GIVEN INFORMATION:
____________________

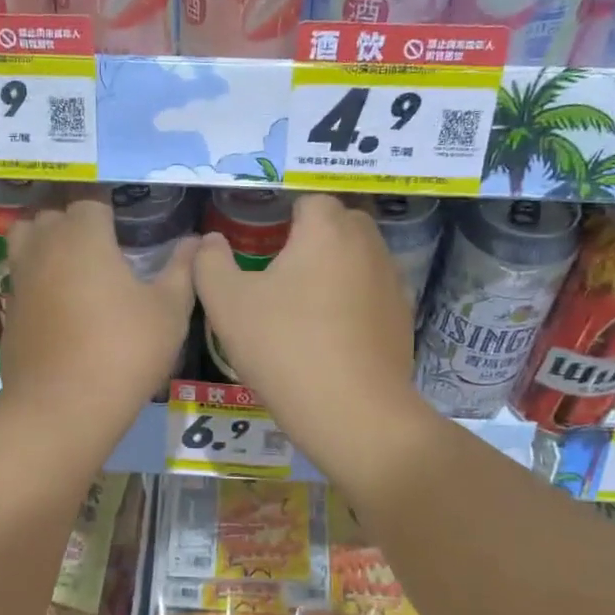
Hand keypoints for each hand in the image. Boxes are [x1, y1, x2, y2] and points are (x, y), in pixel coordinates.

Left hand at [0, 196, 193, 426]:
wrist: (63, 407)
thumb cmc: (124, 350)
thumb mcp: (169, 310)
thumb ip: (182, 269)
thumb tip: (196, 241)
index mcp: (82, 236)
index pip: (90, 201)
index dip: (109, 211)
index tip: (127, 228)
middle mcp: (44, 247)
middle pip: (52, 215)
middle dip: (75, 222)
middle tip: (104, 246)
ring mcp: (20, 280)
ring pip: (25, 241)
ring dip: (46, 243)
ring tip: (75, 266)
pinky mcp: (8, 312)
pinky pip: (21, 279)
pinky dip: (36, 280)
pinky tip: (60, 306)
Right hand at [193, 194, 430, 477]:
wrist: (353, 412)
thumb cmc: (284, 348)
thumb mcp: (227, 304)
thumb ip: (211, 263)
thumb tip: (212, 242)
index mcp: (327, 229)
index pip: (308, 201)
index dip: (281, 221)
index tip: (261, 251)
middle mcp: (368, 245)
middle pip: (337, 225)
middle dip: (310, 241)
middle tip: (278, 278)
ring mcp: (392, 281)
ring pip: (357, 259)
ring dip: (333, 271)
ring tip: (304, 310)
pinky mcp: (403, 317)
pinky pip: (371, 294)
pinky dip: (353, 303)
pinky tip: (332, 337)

____________________

WORK ORDER: Going through the entries above, show each line that contains "thumb".

EXERCISE OUTPUT:
thumb cmc: (124, 350)
thumb mcp: (169, 310)
thumb ip: (182, 269)
thumb tip: (196, 241)
thumb cmc: (284, 348)
thumb mcp: (227, 304)
thumb ip: (211, 263)
thumb tip: (212, 242)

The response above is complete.